Brechen-Niederbrechen. An das Busunglück vor 50 Jahren und an die Geschichte der Freundschaft der beiden Feuerwehren erinnert eine Ausstellung, die vom Arbeitskreis Historisches Brechen/Gemeindearchiv Brechen und von der Feuerwehr Niederbrechen zusammengestellt worden ist ...
Bild: Am Treppenaufgang des Limburger Rathauses gibt es eine Gedenktafel
Auf vier großen Tafeln informieren Zeitungsausschnitte über das dramatische Geschehen. Eine chronologische Übersicht der rund 40 Treffen zwischen den befreundeten Feuerwehren rundet die Schau ab und stellt gleichzeitig eine Brücke zwischen dem Gestern und Heute her. Die Ausstellung ist von morgen, Dienstag, an bis bis Ende August in den Räumen der Vereinigten Volksbank in Niederbrechen, Villmarer Straße, montags bis freitags von 8.30 bis 12:30 Uhr; montags und donnerstags von 14 bis 18 Uhr sowie dienstags, mittwochs und freitags von 14 bis 16 Uhr geöffnet.
Fürchterliches Ende einer Ferienfahrt - Der Schock hält seit 50 Jahren an
Von BERND LORMANN
Brechen/Limburg. Das Unglück mit den belgischen Ferienkindern wird in den Geschichtsbüchern für ewig als eines der traurigsten Kapitel der Neuzeit im Landkreis stehen. Das Leid der Angehörigen und die Anteilnahme der heimischen Bevölkerung wird dabei als selbstverständliche Reaktion haften bleiben. Aber es war mehr als das. Wer den Unfall und die Tage danach in Limburg und Niederbrechen erlebt hat, dem laufen beim Erinnern nach wie vor eiskalte Schauer über den Rücken und der leidet heute noch unter diesem Schock.

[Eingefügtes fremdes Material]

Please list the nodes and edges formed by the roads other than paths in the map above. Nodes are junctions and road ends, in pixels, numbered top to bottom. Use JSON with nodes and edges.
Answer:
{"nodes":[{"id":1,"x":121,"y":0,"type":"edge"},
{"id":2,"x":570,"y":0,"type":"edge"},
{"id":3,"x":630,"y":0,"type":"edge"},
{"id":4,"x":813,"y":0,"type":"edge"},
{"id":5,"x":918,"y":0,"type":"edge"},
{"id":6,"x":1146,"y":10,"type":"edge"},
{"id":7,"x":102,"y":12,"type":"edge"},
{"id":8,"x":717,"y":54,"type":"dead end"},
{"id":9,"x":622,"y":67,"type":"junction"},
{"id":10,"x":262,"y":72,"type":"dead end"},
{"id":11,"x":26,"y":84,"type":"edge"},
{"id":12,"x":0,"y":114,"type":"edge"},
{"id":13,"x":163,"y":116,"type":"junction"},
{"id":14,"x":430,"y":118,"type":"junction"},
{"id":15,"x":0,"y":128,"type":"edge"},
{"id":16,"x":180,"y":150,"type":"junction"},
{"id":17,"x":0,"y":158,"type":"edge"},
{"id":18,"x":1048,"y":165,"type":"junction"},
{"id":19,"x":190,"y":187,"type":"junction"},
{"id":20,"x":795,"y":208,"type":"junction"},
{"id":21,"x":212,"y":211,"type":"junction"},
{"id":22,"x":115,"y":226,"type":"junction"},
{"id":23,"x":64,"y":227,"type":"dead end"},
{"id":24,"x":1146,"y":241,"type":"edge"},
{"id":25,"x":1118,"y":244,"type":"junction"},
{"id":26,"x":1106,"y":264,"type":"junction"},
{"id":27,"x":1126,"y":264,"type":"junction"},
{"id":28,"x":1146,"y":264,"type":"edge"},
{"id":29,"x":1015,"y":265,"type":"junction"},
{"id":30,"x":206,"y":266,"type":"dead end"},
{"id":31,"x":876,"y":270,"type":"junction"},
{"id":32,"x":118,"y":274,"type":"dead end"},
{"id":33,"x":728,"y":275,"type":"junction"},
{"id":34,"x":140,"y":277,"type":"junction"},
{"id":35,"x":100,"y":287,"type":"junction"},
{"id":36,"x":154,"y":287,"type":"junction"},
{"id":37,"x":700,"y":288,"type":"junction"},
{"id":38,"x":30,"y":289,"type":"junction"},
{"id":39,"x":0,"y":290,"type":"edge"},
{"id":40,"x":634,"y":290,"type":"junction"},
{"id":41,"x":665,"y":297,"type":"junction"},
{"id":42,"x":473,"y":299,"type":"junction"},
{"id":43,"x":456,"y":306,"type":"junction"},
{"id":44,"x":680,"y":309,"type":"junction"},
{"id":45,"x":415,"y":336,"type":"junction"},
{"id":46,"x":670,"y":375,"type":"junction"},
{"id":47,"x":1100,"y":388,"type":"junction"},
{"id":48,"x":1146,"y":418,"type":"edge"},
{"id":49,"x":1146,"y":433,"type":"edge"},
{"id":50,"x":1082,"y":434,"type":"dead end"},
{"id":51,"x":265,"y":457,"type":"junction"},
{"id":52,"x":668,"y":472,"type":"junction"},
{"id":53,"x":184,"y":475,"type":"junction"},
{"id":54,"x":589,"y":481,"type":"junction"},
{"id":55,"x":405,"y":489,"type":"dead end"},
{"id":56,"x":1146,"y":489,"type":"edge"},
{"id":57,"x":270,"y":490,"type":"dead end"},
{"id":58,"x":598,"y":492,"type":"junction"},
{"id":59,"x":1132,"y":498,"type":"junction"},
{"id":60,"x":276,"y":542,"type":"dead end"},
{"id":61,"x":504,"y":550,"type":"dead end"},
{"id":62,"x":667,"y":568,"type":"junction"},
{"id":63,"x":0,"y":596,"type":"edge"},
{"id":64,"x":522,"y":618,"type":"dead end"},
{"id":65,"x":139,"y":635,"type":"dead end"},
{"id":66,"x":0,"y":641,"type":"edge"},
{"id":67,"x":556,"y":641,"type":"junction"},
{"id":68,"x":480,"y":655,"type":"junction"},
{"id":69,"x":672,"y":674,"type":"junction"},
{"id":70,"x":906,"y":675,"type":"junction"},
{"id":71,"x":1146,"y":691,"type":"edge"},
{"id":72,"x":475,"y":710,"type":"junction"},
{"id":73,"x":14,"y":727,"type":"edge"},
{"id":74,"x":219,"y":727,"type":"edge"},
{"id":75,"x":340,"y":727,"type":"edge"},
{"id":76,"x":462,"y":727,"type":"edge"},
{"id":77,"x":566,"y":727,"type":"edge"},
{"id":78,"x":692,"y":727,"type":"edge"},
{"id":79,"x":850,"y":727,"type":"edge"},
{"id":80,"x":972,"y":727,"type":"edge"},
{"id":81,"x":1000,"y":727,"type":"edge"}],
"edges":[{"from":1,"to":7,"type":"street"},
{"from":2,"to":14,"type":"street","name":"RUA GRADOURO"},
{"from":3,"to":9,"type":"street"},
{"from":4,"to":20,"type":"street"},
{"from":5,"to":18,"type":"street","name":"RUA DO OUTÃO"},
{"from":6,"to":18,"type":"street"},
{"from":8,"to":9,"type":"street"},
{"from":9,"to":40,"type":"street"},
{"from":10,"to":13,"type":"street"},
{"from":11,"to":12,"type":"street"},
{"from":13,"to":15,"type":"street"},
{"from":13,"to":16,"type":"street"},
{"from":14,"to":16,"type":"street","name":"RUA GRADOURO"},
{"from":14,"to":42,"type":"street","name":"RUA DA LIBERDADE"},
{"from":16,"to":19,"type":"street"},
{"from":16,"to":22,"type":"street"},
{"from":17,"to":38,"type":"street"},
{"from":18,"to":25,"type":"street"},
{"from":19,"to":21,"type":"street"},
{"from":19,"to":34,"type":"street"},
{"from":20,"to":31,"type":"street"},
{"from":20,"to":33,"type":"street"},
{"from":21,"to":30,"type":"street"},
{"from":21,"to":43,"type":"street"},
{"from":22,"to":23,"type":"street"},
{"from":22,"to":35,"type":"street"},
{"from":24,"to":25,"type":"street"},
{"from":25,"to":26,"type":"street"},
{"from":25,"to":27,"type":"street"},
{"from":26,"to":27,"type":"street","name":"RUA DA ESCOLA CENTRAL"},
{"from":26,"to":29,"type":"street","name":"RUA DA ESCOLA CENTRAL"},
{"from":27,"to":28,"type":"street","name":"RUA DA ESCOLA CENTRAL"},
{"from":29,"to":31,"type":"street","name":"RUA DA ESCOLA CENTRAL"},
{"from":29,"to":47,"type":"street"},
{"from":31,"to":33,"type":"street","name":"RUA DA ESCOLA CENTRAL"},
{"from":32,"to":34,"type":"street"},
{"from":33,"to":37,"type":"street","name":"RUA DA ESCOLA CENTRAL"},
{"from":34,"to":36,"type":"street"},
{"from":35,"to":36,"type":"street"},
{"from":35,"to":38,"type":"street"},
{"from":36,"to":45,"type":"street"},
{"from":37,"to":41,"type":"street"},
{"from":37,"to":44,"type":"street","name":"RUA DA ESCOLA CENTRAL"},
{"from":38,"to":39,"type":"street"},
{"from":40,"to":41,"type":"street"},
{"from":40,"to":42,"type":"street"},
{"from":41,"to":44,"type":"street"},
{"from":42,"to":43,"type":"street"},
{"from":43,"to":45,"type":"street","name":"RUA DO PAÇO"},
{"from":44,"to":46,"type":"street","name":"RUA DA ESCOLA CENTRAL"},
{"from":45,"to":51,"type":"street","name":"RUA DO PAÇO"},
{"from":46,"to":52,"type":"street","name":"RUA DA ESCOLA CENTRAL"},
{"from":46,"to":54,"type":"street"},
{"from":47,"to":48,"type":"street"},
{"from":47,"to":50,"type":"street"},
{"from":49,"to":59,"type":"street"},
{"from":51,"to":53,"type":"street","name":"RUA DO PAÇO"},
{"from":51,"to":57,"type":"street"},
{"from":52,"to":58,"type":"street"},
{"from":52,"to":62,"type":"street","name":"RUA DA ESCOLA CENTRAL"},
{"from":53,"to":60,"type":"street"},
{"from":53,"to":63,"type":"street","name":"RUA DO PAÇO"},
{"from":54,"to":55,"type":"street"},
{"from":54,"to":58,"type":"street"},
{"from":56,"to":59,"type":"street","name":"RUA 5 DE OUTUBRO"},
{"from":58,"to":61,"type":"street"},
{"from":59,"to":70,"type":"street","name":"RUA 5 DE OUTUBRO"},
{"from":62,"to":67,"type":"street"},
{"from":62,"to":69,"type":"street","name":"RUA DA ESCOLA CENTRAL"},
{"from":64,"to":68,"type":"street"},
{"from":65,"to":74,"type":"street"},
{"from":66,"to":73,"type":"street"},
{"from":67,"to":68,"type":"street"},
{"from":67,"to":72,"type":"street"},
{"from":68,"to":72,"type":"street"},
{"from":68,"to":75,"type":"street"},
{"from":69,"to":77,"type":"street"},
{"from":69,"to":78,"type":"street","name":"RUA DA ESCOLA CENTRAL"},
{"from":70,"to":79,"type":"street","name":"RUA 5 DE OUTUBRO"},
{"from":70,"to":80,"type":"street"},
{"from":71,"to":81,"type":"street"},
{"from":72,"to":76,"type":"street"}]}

17 Menschen waren noch am Unfallort ums Leben gekommen, weitere starben während des Transportes oder in den Krankenhäusern Limburg, Diez und Hadamar. Nur zehn Kinder überlebten, von denen sieben noch einen Monat später in den Kliniken liegen mussten.
Am Fuße der Autobahnbrücke in Fahrtrichtung Köln an der Landstraße zwischen Niederbrechen und Werschau erinnert ein Gedenkstein an die Buskatastrophe, bei der am 25. Juli gegen 5.10 Uhr 33 Menschen ums Leben kamen. „Den Toten gilt unser Gedenken, den Rettern unser Dank“, steht darauf. Eine weitere Gedenktafel am Treppenaufgang zum alten Limburger Rathaus weist ebenfalls auf das Unglück hin. Eltern und Angehörige der Opfer danken für die ihnen in Limburg und Niederbrechen zuteil gewordene Hilfsbereitschaft.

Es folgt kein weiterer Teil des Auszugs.